Существо Столыпинской реформы было одной из форм уравнения крестьян с другими сословиями, распространением на них принципа нашего общего права о том, что "никто не обязан оставаться соучастником в общем владении, если того не захочет". Но так как для крестьян в отношении земельной их собственности, как и во многих других отношениях, существовали особые сословные законы и правила, то для распространения на них, на их общину, принципов общего права, требовалось и специальное о том законодательство. Такова была идея этих законов. Нельзя отрицать, что при их составлении было сделано много ошибок и несправедливостей, которые нужно было исправить, но "принципиальная" оппозиция им, на которой остановились левые партии, мешала этим партиям заняться таким исправлением. Споры свелись к вопросу о "принудительном отчуждении" земель частных владельцев, или вернее к объему этого отчуждения; как исключение, его ведь допускал и Столыпин. Я показывал в книге о 2-ой Государственной Думе, что и эта Дума была распущена в сущности на этом вопросе, о "принудительном отчуждении" земли, а ее роспуск повел за собой и переворот 3 июня 1907 и всю дальнейшую политику власти, которая в соединении с войной окончилась катастрофой 1917 г.

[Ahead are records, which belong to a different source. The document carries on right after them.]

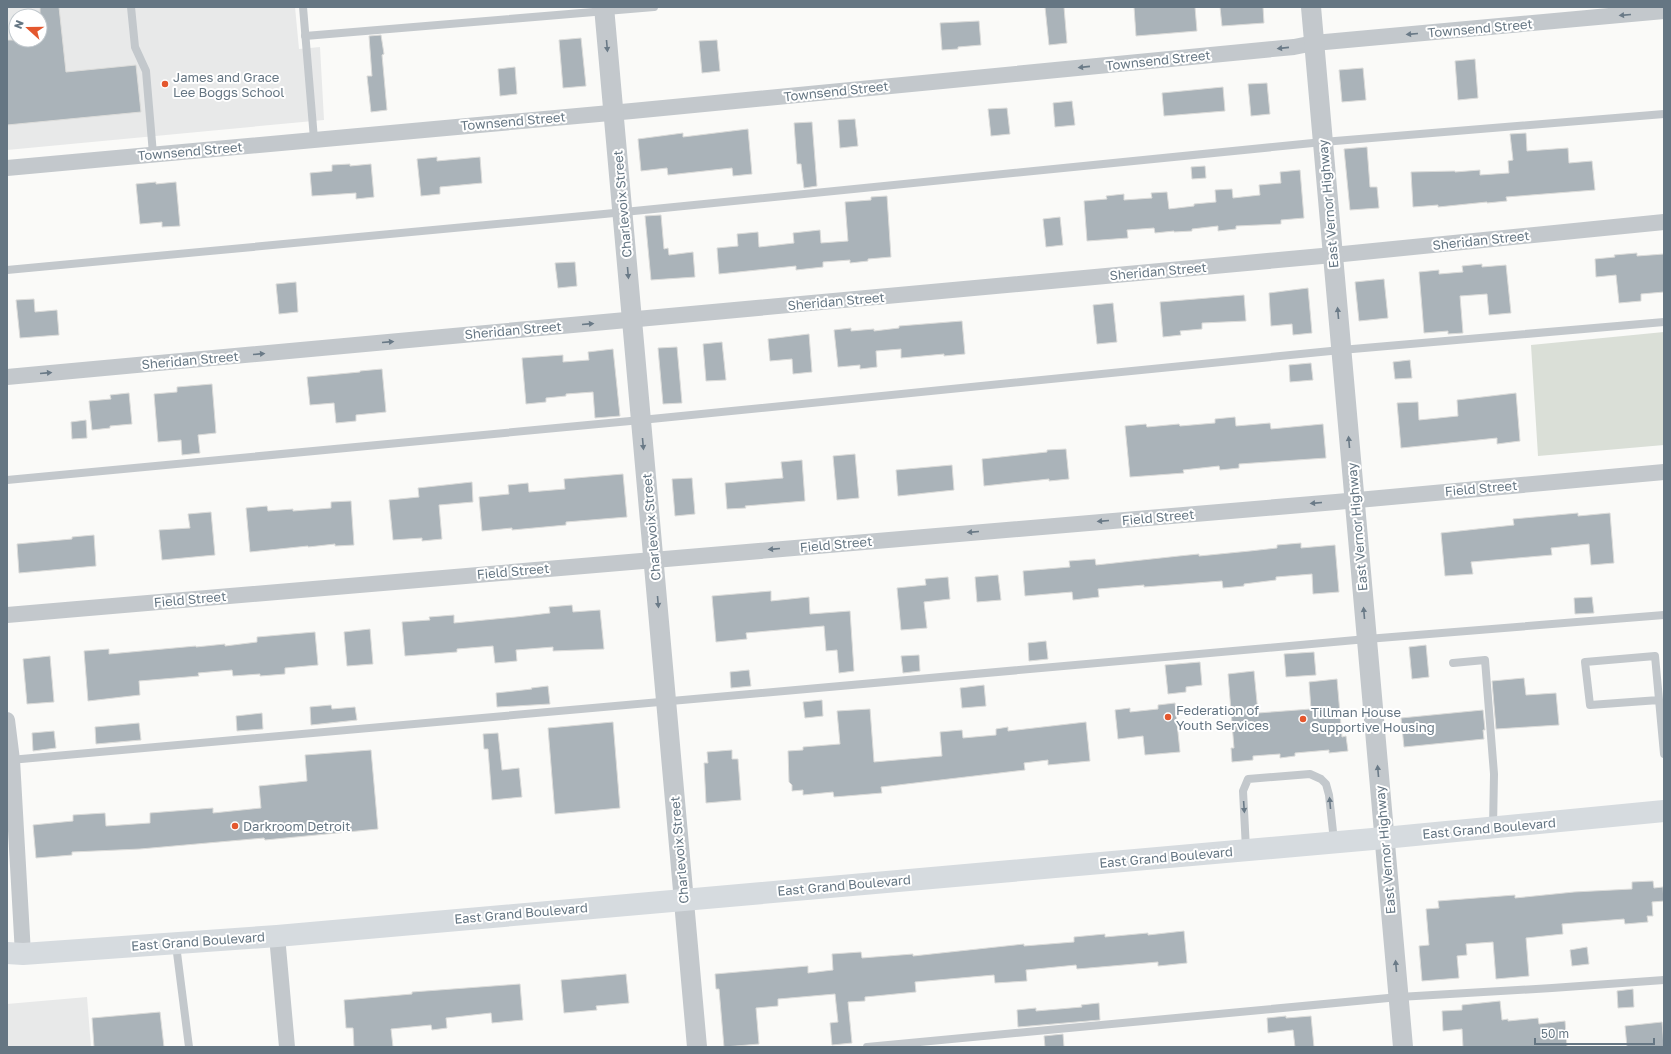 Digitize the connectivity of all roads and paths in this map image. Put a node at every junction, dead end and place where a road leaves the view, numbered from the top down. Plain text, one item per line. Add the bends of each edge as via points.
1 (131, 7) edge
2 (302, 7) edge
3 (654, 7) edge
4 (1311, 7) edge
5 (604, 10) edge
6 (1664, 11) edge
7 (305, 36) junction
8 (1314, 43) junction
9 (613, 112) junction
10 (1664, 114) edge
11 (314, 139) junction
12 (1323, 142) junction
13 (153, 154) junction
14 (7, 168) edge
15 (623, 212) junction
16 (1664, 222) edge
17 (1333, 255) junction
18 (7, 270) edge
19 (632, 320) junction
20 (1664, 322) edge
21 (1341, 350) junction
22 (7, 377) edge
23 (641, 420) junction
24 (1664, 472) edge
25 (7, 480) edge
26 (1355, 500) junction
27 (654, 560) junction
28 (7, 615) edge
29 (1664, 615) edge
30 (1366, 639) junction
31 (1452, 663) dead end
32 (1659, 700) junction
33 (667, 703) junction
34 (7, 720) edge
35 (1664, 754) edge
36 (9, 760) edge
37 (1664, 811) edge
38 (1494, 827) junction
39 (1384, 838) junction
40 (1334, 842) junction
41 (1246, 850) junction
42 (684, 900) junction
43 (277, 936) junction
44 (176, 943) junction
45 (12, 957) edge
46 (1664, 980) edge
47 (1399, 998) junction
48 (189, 1047) edge
49 (287, 1047) edge
50 (697, 1047) edge
51 (867, 1047) edge
52 (1403, 1047) edge

1 - 13 lane via 135,47 146,71
2 - 7 lane
3 - 5 lane
4 - 8 street, East Vernor Highway
5 - 7 lane
5 -> 9 street, Charlevoix Street
6 -> 8 street, Townsend Street
7 - 11 lane
8 -> 9 street, Townsend Street
8 - 12 street, East Vernor Highway
9 - 11 street, Townsend Street
9 - 15 street, Charlevoix Street
10 - 12 lane
11 - 13 street, Townsend Street
12 - 15 lane
12 - 17 street, East Vernor Highway
13 - 14 street, Townsend Street
15 - 18 lane
15 -> 19 street, Charlevoix Street
16 - 17 street, Sheridan Street
17 - 19 street, Sheridan Street
21 -> 17 street, East Vernor Highway
22 -> 19 street, Sheridan Street
19 - 23 street, Charlevoix Street
20 - 21 lane
21 - 23 lane
26 -> 21 street, East Vernor Highway
23 - 25 lane
23 -> 27 street, Charlevoix Street
24 - 26 street, Field Street
26 -> 27 street, Field Street
30 -> 26 street, East Vernor Highway
27 - 28 street, Field Street
27 -> 33 street, Charlevoix Street
29 - 30 lane
30 - 33 lane
39 -> 30 street, East Vernor Highway
31 - 38 lane via 1485,660 1494,774
32 - 32 lane via 1655,656 1585,662 1590,705
32 - 35 lane
33 - 36 lane
33 - 42 street, Charlevoix Street
34 - 36 street
36 - 45 street
37 - 38 main road, East Grand Boulevard
38 - 39 main road, East Grand Boulevard
39 - 40 main road, East Grand Boulevard
47 -> 39 street, East Vernor Highway
40 - 41 main road, East Grand Boulevard
40 -> 41 lane via 1329,795 1326,784 1321,779 1310,774 1248,779 1243,791
41 - 42 main road, East Grand Boulevard
42 - 43 main road, East Grand Boulevard
42 - 50 street, Charlevoix Street
43 - 44 main road, East Grand Boulevard
43 - 49 street
44 - 45 main road, East Grand Boulevard
44 - 48 lane
46 - 47 lane
47 - 51 lane
47 - 52 street, East Vernor Highway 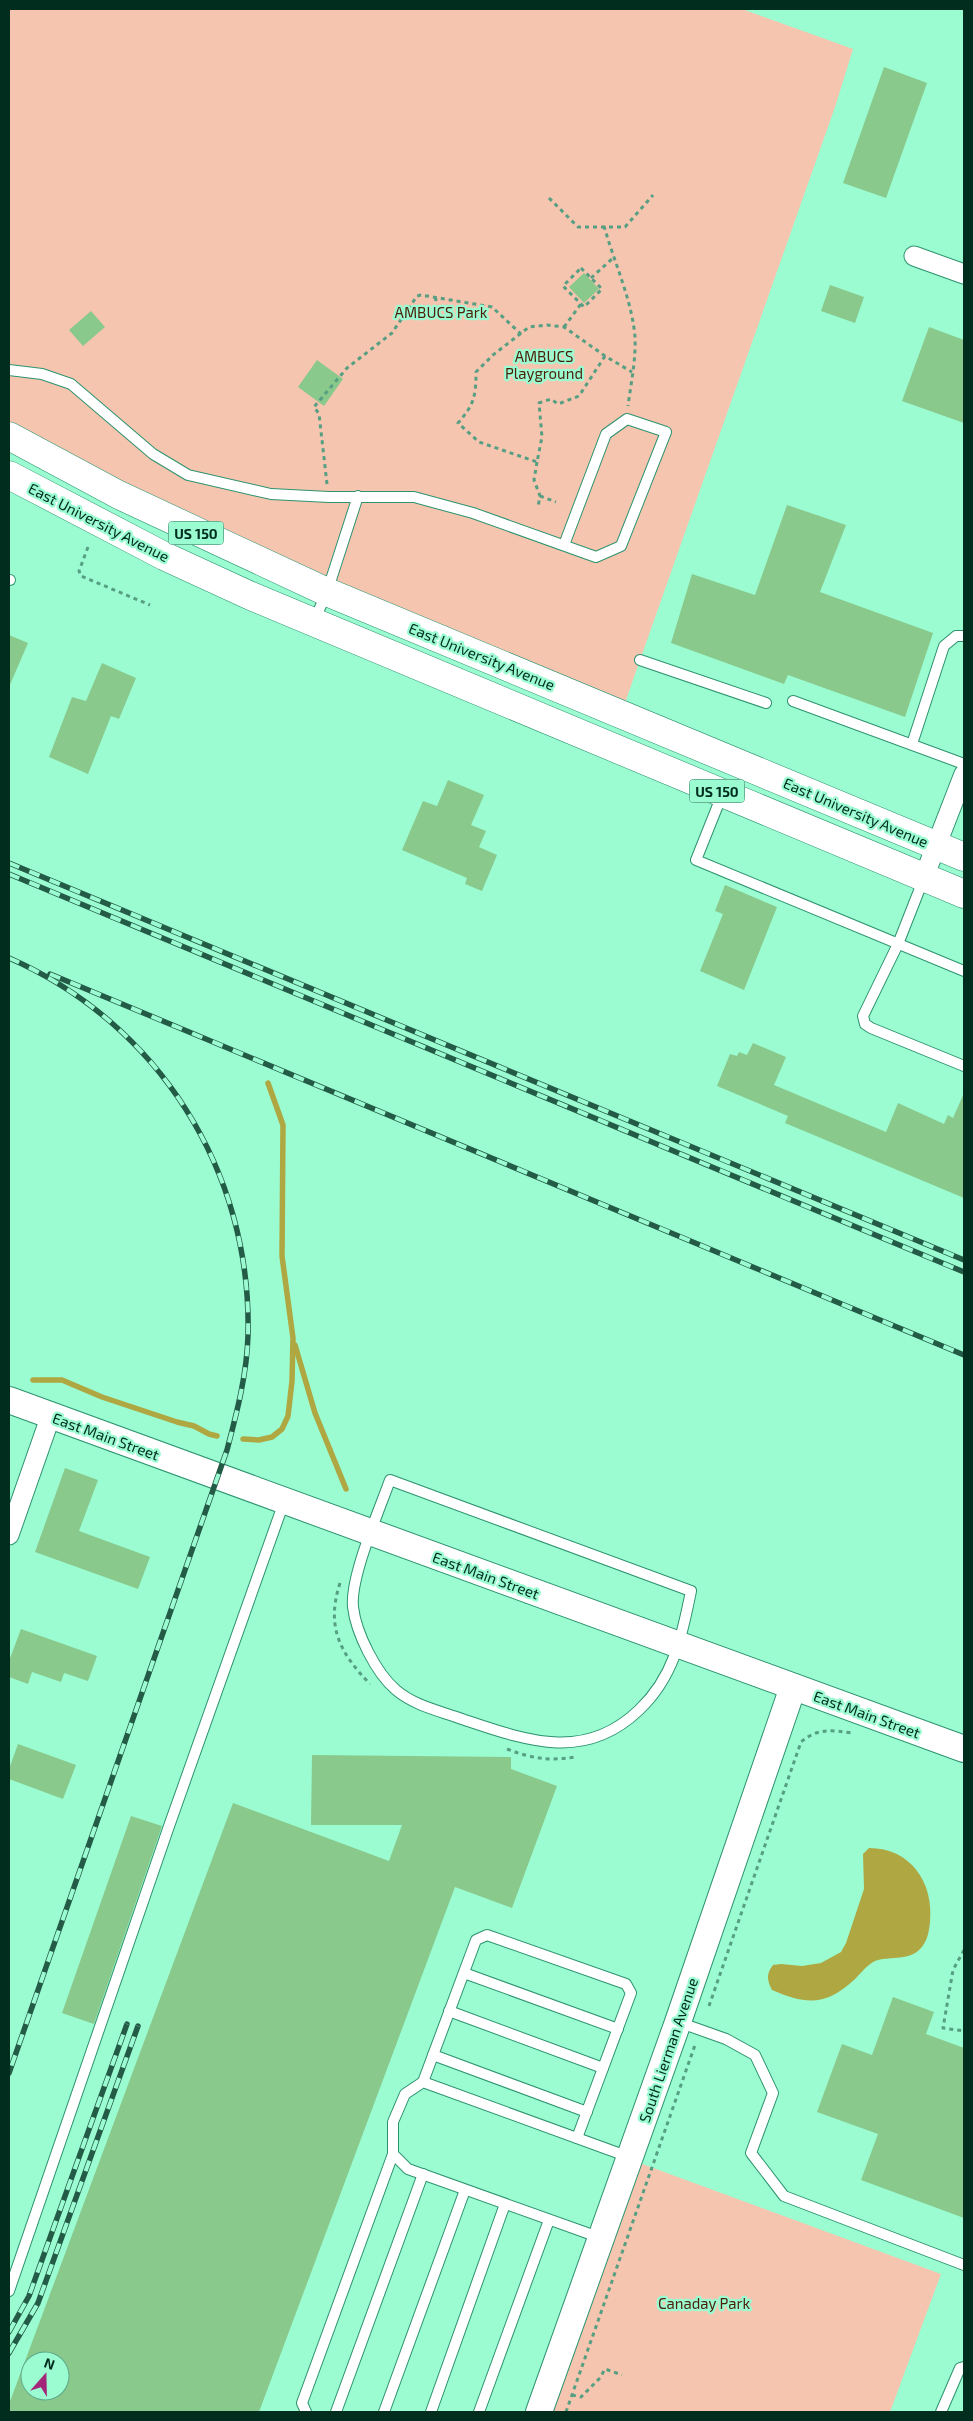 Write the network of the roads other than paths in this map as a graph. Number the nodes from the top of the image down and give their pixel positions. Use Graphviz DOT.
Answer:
graph roads {
  1 [pos="914,256"];
  2 [pos="964,274"];
  3 [pos="9,370"];
  4 [pos="9,436"];
  5 [pos="9,475"];
  6 [pos="358,496"];
  7 [pos="564,545"];
  8 [pos="326,592"];
  9 [pos="314,622"];
  10 [pos="964,636"];
  11 [pos="640,660"];
  12 [pos="793,701"];
  13 [pos="766,703"];
  14 [pos="912,744"];
  15 [pos="964,764"];
  16 [pos="964,774"];
  17 [pos="722,794"];
  18 [pos="937,846"];
  19 [pos="964,857"];
  20 [pos="924,877"];
  21 [pos="964,894"];
  22 [pos="898,944"];
  23 [pos="964,971"];
  24 [pos="964,1066"];
  25 [pos="9,1400"];
  26 [pos="51,1415"];
  27 [pos="284,1501"];
  28 [pos="370,1533"];
  29 [pos="9,1535"];
  30 [pos="680,1646"];
  31 [pos="793,1687"];
  32 [pos="964,1749"];
  33 [pos="464,1973"];
  34 [pos="449,2011"];
  35 [pos="678,2022"];
  36 [pos="618,2029"];
  37 [pos="433,2055"];
  38 [pos="603,2068"];
  39 [pos="423,2082"];
  40 [pos="587,2112"];
  41 [pos="577,2138"];
  42 [pos="393,2154"];
  43 [pos="630,2158"];
  44 [pos="423,2174"];
  45 [pos="464,2190"];
  46 [pos="505,2204"];
  47 [pos="549,2220"];
  48 [pos="601,2238"];
  49 [pos="964,2264"];
  50 [pos="9,2290"];
  51 [pos="964,2367"];
  52 [pos="304,2408"];
  53 [pos="336,2412"];
  54 [pos="384,2412"];
  55 [pos="431,2412"];
  56 [pos="479,2412"];
  57 [pos="539,2412"];
  58 [pos="941,2412"];
  1 -- 2 [label="street"];
  3 -- 6 [label="lane"];
  4 -- 8 [label="main road, East University Avenue / US 150"];
  5 -- 9 [label="main road, East University Avenue / US 150"];
  6 -- 7 [label="lane"];
  6 -- 8 [label="lane"];
  7 -- 7 [label="lane"];
  8 -- 9 [label="lane"];
  8 -- 18 [label="main road, East University Avenue / US 150"];
  9 -- 17 [label="main road, East University Avenue / US 150"];
  10 -- 14 [label="lane"];
  11 -- 13 [label="lane"];
  12 -- 14 [label="lane"];
  14 -- 15 [label="lane"];
  16 -- 18 [label="street"];
  17 -- 20 [label="main road, East University Avenue / US 150"];
  17 -- 22 [label="lane"];
  18 -- 19 [label="main road, East University Avenue / US 150"];
  18 -- 20 [label="street"];
  20 -- 21 [label="main road, East University Avenue / US 150"];
  20 -- 22 [label="lane"];
  22 -- 23 [label="lane"];
  22 -- 24 [label="lane"];
  25 -- 26 [label="main road, East Main Street"];
  26 -- 27 [label="main road, East Main Street"];
  26 -- 29 [label="street"];
  27 -- 28 [label="main road, East Main Street"];
  27 -- 50 [label="lane"];
  28 -- 30 [label="main road, East Main Street"];
  28 -- 30 [label="lane"];
  28 -- 30 [label="lane"];
  30 -- 31 [label="main road, East Main Street"];
  31 -- 32 [label="main road, East Main Street"];
  31 -- 35 [label="main road, South Lierman Avenue"];
  33 -- 34 [label="lane"];
  33 -- 36 [label="lane"];
  33 -- 36 [label="lane"];
  34 -- 37 [label="lane"];
  34 -- 38 [label="lane"];
  35 -- 43 [label="main road, South Lierman Avenue"];
  35 -- 49 [label="lane"];
  36 -- 38 [label="lane"];
  37 -- 39 [label="lane"];
  37 -- 40 [label="lane"];
  38 -- 40 [label="lane"];
  39 -- 41 [label="lane"];
  39 -- 42 [label="lane"];
  40 -- 41 [label="lane"];
  41 -- 43 [label="lane"];
  42 -- 44 [label="lane"];
  42 -- 52 [label="lane"];
  43 -- 48 [label="main road, South Lierman Avenue"];
  44 -- 45 [label="lane"];
  44 -- 53 [label="lane"];
  45 -- 46 [label="lane"];
  45 -- 54 [label="lane"];
  46 -- 47 [label="lane"];
  46 -- 55 [label="lane"];
  47 -- 48 [label="lane"];
  47 -- 56 [label="lane"];
  48 -- 57 [label="main road, South Lierman Avenue"];
  51 -- 58 [label="lane"];
}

{398} Теперь, когда этот вопрос всякий практический интерес уже потерял, о прошлом можно судить беспристрастно. Не ликвидация частного землевладения, не принудительное отчуждение помещичьих земель в пользу крестьян - разрешили бы в России аграрный вопрос и могли предотвратить революцию, а гораздо скорее идеи Столыпина. И если многие из тех, кто понимал ненужность планов о "принудительном отчуждении", голосовали за адрес 1-ой Государственной Думы, и за законопроекты, которые "отчуждение" ставили в центре реформ, то причиной этого с их стороны было, во-первых, их нежелание расходиться с теми левыми партиями, которые были их союзниками в "борьбе против самодержавия", а во вторых, предположение, будто отобрание земель у помещиков, отрицание для них частной земельной собственности, соответствовали крестьянскому правосознанию. Это заключение было фактической ошибкой. Отобрание земли у помещиков могло быть крестьянским желанием, но не их правосознанием. Оттого знаменитый лозунг "земля и воля" звучал такой фальшью. Он соединял разнородные вещи. Когда крестьяне говорили о воле, другими словами о свободе, о защите ее от нарушений, то есть о праве ее ограждающем, они этого просили для всех и этим свободы у других не отнимали. Поэтому это - правосознание; присоединение же к этому требованию земли путем отнятия ее у других, было уже не правосознанием, а только вожделением, отрицанием для других того права, которое они просили себе. Это не правосознание - а лозунг большевиков, "грабь награбленное", который и привел к ликвидации не только помещиков, но потом и самих крестьян, под флагом борьбы с "кулаками". Этого требовало не крестьянское правосознание, а революционная идеология, несовместимая ни со свободой, ни с правом, ни с демократией.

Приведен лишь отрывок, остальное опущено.